About this task:
Exclude the pictures from your copy, and reproduce each entry below verbatim.

Source material:

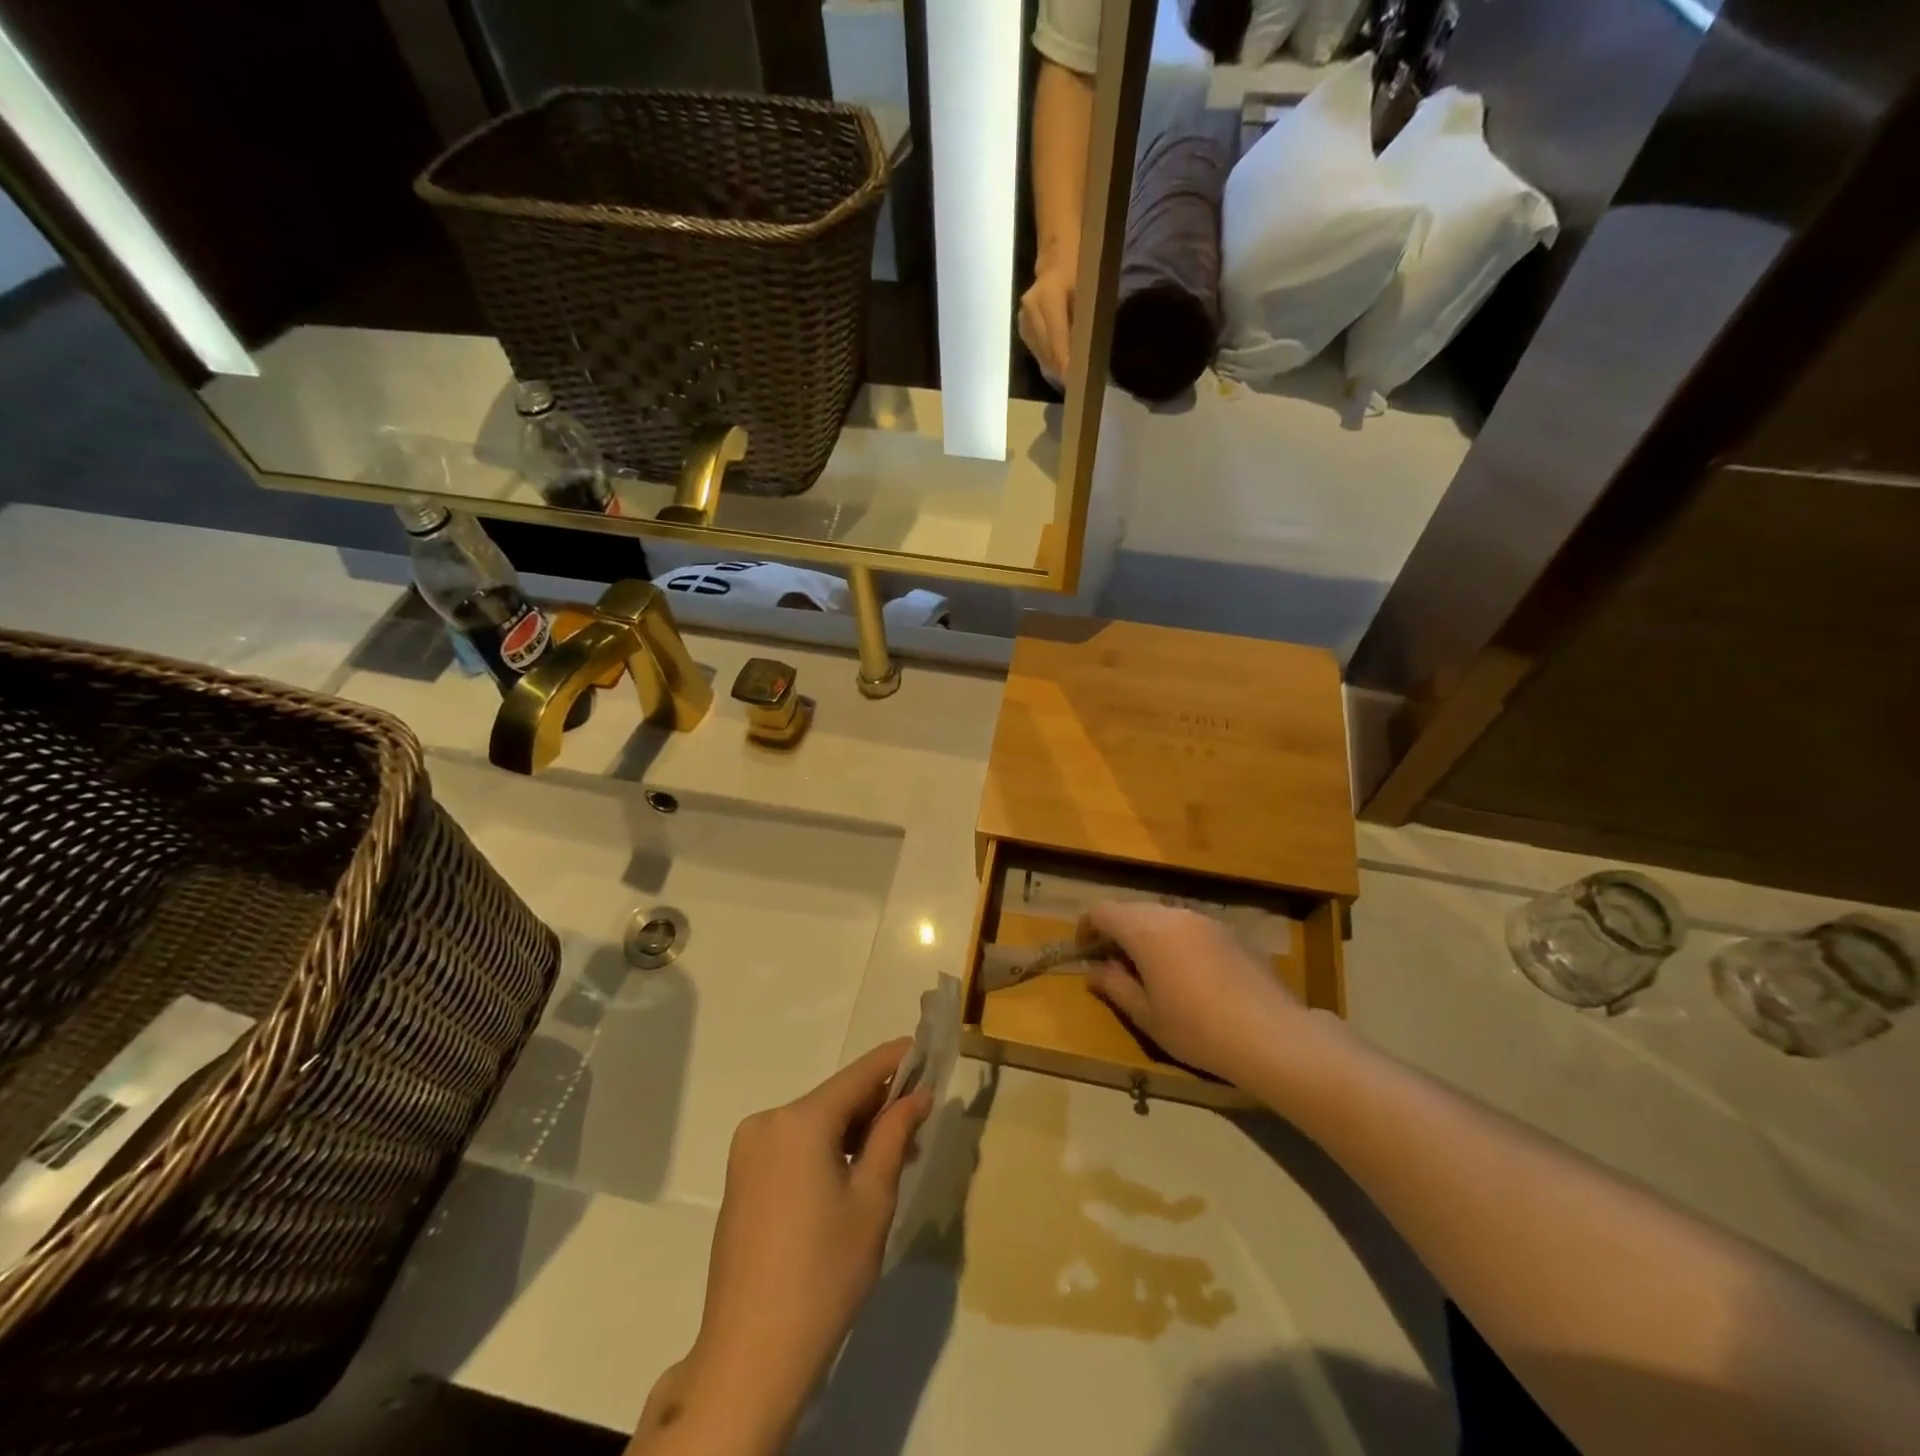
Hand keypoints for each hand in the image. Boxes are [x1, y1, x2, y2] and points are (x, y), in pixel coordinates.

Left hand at [647, 1041, 931, 1452]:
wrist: (751, 1356)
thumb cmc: (824, 1273)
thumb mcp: (873, 1200)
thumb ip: (894, 1136)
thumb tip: (917, 1096)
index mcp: (799, 1121)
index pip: (858, 1075)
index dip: (893, 1060)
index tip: (923, 1047)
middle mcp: (767, 1123)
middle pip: (834, 1100)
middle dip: (876, 1105)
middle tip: (919, 1117)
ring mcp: (748, 1152)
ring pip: (813, 1124)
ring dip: (852, 1131)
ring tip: (894, 1152)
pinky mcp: (741, 1180)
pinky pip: (793, 1147)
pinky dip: (825, 1150)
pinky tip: (852, 1173)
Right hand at [1019, 246, 1076, 384]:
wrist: (1058, 255)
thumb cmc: (1081, 268)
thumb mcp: (1089, 290)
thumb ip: (1084, 323)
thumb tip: (1085, 357)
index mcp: (1047, 298)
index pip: (1056, 342)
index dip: (1066, 364)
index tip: (1077, 382)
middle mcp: (1031, 310)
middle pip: (1046, 351)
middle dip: (1061, 369)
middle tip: (1076, 384)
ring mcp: (1023, 319)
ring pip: (1040, 353)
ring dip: (1054, 366)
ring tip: (1069, 376)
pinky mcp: (1022, 326)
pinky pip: (1035, 349)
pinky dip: (1048, 358)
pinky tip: (1058, 363)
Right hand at [1082, 903, 1310, 1089]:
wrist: (1272, 1036)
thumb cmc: (1197, 1028)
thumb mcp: (1146, 1015)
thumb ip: (1115, 986)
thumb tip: (1094, 971)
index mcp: (1145, 930)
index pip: (1102, 911)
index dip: (1087, 928)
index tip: (1084, 953)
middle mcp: (1173, 914)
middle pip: (1133, 910)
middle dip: (1117, 932)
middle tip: (1114, 966)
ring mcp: (1206, 920)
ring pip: (1163, 918)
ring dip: (1148, 936)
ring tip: (1152, 972)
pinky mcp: (1231, 933)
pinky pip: (1190, 928)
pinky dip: (1177, 942)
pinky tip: (1189, 977)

Reply:
Hand keypoints for each hand in the image. Boxes are [x1, y1, x2, y2] and points are (x, y), in pixel coordinates.

Left hand at [647, 1041, 931, 1452]:
wrist: (751, 1356)
thumb cmc: (824, 1273)
thumb mcp: (873, 1200)
thumb ip: (894, 1136)
thumb tip: (917, 1096)
index mcp: (799, 1121)
index pip: (858, 1075)
index dip: (893, 1060)
index tip: (923, 1047)
middle mcp: (767, 1123)
middle pip: (834, 1100)
middle dip: (876, 1105)
middle tip: (919, 1117)
ring mcp: (748, 1152)
ring pip: (813, 1124)
ring dip: (852, 1131)
ring tip: (894, 1152)
pinky mcp: (741, 1180)
pinky pip: (793, 1147)
pinky dip: (825, 1150)
pinky tip: (852, 1173)
Right hand at [1019, 246, 1076, 384]:
wrist: (1058, 255)
thumb cmc: (1081, 268)
thumb mcp: (1089, 290)
thumb ip: (1084, 323)
thumb tip: (1085, 357)
index mcp: (1047, 298)
index pip: (1056, 342)
index dip: (1066, 364)
index tip: (1077, 382)
middle mcp: (1031, 310)
middle pip: (1046, 351)
middle dip: (1061, 369)
middle tip: (1076, 384)
ring mcp: (1023, 319)
ring pip: (1040, 353)
ring dip: (1054, 366)
ring tip: (1069, 376)
pinky mcp: (1022, 326)
pinky pip: (1035, 349)
pinky dip: (1048, 358)
pinky tip: (1058, 363)
Right hand at [1082, 903, 1310, 1089]:
wrist: (1272, 1036)
thumb cmc: (1197, 1028)
thumb mcp: (1146, 1015)
thumb ip: (1115, 986)
thumb tip: (1094, 971)
index mcp: (1145, 930)
index pip: (1102, 911)
index dip: (1087, 928)
index tip: (1084, 953)
middle mcp: (1173, 914)
middle pip: (1133, 910)
middle dip: (1117, 932)
middle tip: (1114, 966)
ring mcp: (1206, 920)
ring pip: (1163, 918)
ring dip: (1148, 936)
ring tip: (1152, 972)
pinky mcp: (1231, 933)
pinky pip: (1190, 928)
pinky dip: (1177, 942)
pinky tip: (1189, 977)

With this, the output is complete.